Wülfrather Heimatmuseum: Geburtstag des ältesten Museums im Kreis

Wülfrather Heimatmuseum: Geburtstag des ältesten Museums im Kreis

Leni, Ole und Co. lassen die Besucher des Festakts schmunzeln — auch wenn die Zukunft des Heimatmuseums nicht gesichert ist.

Wülfrath. Von wegen verstaubte Vergangenheit. Emily (11) entdeckt im Niederbergischen Museum viel. „Es ist voller spannender Dinge. Zum Beispiel in Spazierstöcken versteckte Degen,“ sagt sie. Mit den anderen jüngsten Museumsführern Leni, Celine, Naemi, Noah und Ole zeigt sie diesen und andere Exponate von gestern.
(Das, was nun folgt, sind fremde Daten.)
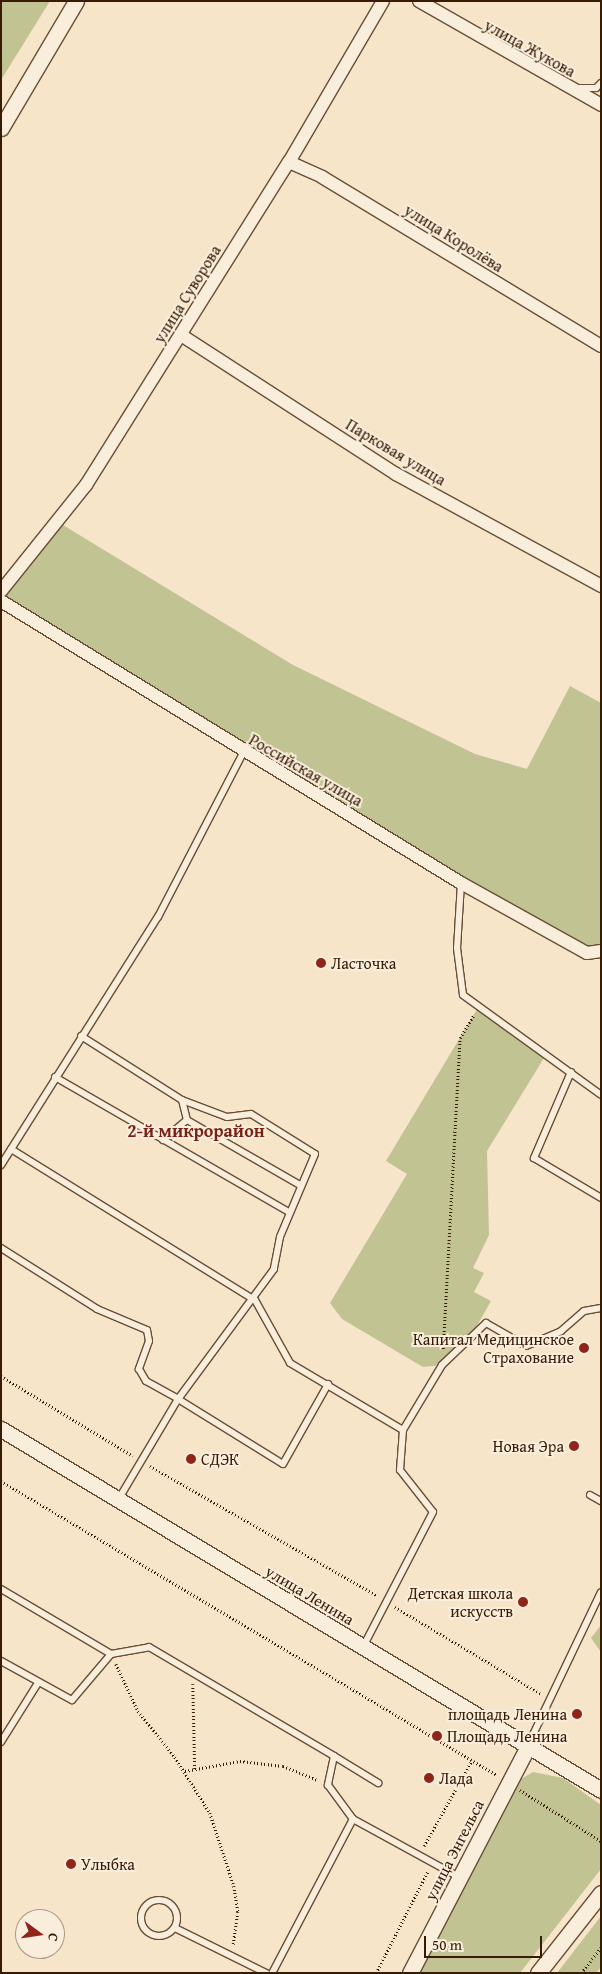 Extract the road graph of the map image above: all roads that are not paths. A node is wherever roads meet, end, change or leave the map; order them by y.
1 (76, 1) edge
2 (383, 1) edge
3 (419, 1) edge
4 (601, 83) edge
5 (570, 88) junction
6 (601, 105) edge
7 (1, 128) edge
8 (289, 162) junction
9 (181, 334) junction
10 (601, 346) edge
11 (601, 586) edge
12 (1, 591) edge
13 (1, 601) edge
14 (243, 752) junction
15 (461, 883) junction
16 (601, 951) edge
17 (81, 1036) junction
18 (571, 1072) junction
19 (55, 1077) junction
20 (601, 1095) edge
21 (182, 1100) junction
22 (187, 1120) junction
23 (163, 1140) junction
24 (11, 1149) junction
25 (1, 1165) edge
26 (300, 1185) junction
27 (601, 1198) edge
28 (289, 1212) junction
29 (1, 1248) edge
30 (255, 1300) junction
31 (601, 1308) edge
32 (328, 1384) junction
33 (178, 1399) junction
34 (1, 1430) edge
35 (403, 1430) junction
36 (590, 1495) dead end
37 (118, 1501) junction
38 (601, 1501) edge
39 (1, 1589) edge
40 (601, 1592) edge
41 (363, 1647) junction
42 (112, 1654) junction
43 (1, 1661) edge
44 (38, 1683) junction
45 (1, 1742) edge
46 (529, 1744) junction
47 (334, 1756) junction
48 (378, 1783) dead end
49 (601, 1790) edge
50 (353, 1819) junction
51 (459, 1877) junction
52 (601, 1893) edge
53 (175, 1928) junction
54 (266, 1973) edge
55 (272, 1973) edge
56 (410, 1973) edge
57 (538, 1973) edge

1 - 7 street
2 - 8 street, улица Суворова
3 - 5 street, улица Жукова
4 - 5 lane
5 - 6 street, улица Жукова
8 - 9 street, улица Суворова
8 - 10 street, улица Королёва
9 - 11 street, Парковая улица
9 - 12 street, улица Суворова
13 - 14 street, Российская улица
14 - 15 street, Российская улица
14 - 17 lane
15 - 16 street, Российская улица
15 - 18 lane
17 - 19 lane
17 - 21 lane
18 - 20 lane
18 - 27 lane
19 - 23 lane
19 - 24 lane
21 - 22 lane
21 - 26 lane
22 - 23 lane
22 - 26 lane
23 - 28 lane
24 - 25 lane
24 - 30 lane
26 - 28 lane
28 - 30 lane
29 - 33 lane
30 - 32 lane
30 - 33 lane
31 - 35 lane
32 - 33 lane
32 - 35 lane
33 - 37 lane
34 - 37 street, улица Ленина
35 - 41 lane
36 - 38 lane
37 - 41 street, улица Ленина
39 - 42 lane
40 - 46 lane
41 - 46 street, улица Ленина
42 - 44 lane
42 - 47 lane
43 - 44 lane
44 - 45 lane
46 - 49 street, улица Ленина
46 - 51 street, улица Энгельса
47 - 48 lane
47 - 50 lane
50 - 51 lane
50 - 55 lane
51 - 56 street, улица Энгельса
52 - 57 street
53 - 53 lane
53 - 54 lane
Auf dem Festakt zum 100-jährigen Bestehen des Heimatmuseums lassen die Kinder das Publikum im Saal des evangelischen Gemeindehauses schmunzeln. Und das an einem Tag, an dem nicht allen zu lachen zumute ist. Denn: Auf weitere 100 Jahre will und kann niemand anstoßen, weil das finanzielle Überleben des Trägervereins, wie Vorsitzender Jürgen Meinhard sagt, nach wie vor nicht gesichert ist. Große Jubelreden bleiben an diesem Vormittag wohl auch deshalb aus. Das rüstige Geburtstagskind wird gewürdigt. Aber kritische Anmerkungen fehlen keinesfalls.

16 Museen gibt es im Kreis Mettmann. „Das Niederbergische ist das älteste“, merkt Landrat Thomas Hendele an. Die Wülfrather Einrichtung habe für die Stadt, aber auch für den Kreis und die Marke Neanderland Bedeutung. Dem Trägerverein bescheinigt er „bestes bürgerschaftliches Engagement“. Dass die Finanzierung auf der Kippe stehe, sei weder Schuld des Vereins, noch von Stadt oder Kreis. Dass Kommunen heute nur noch mit „Ach und Krach Pflichtaufgaben finanzieren können. Und für Freiwillliges wie Museen nichts mehr übrig ist“, hätten Bund und Land zu verantworten. Hendele: „Die Kommunen müssen finanziell besser ausgestattet werden.“

Bürgermeisterin Claudia Panke streicht das Ehrenamt heraus: „Die Helfer sind die Seele des Museums, ein Ort, in dem Geschichte konkret und greifbar wird.“

Dr. Norbert Kühn, dem Leiter des Fachbereichs Kultur beim Landschaftsverband Rheinland, ist es vorbehalten, die Geschichte des Museums zu skizzieren. In den 1970er und 1980er Jahren sei es auf der Höhe der Akzeptanz gewesen. Das Wülfrather Haus sei stets ein „besonderer Lernort mit Vorbildcharakter“ gewesen. Dass ein Trägerverein das Haus vor der Schließung gerettet habe, ist für ihn außerordentlich. Vergleichbares sei ihm im ganzen Rheinland nicht bekannt. Das Niederbergische Museum bezeichnet er als ein „Museum zum Anfassen“. Etwas anfassen zu können — das mag Ole (9) besonders an dem Museum, in dem er mit anderen Kindern als Führer fungiert. „Da gibt es Bilder aus Haaren“, sagt er. Auch das dürfe man berühren.

Nach dem Festakt können das viele ausprobieren. Denn dann wird im Museum weitergefeiert. Und wieder sorgen Mädchen und Jungen für gute Stimmung — zum Beispiel als Thomas Gerhold mit seinem Kinderchor auftritt. Ein lebendiger Geburtstag.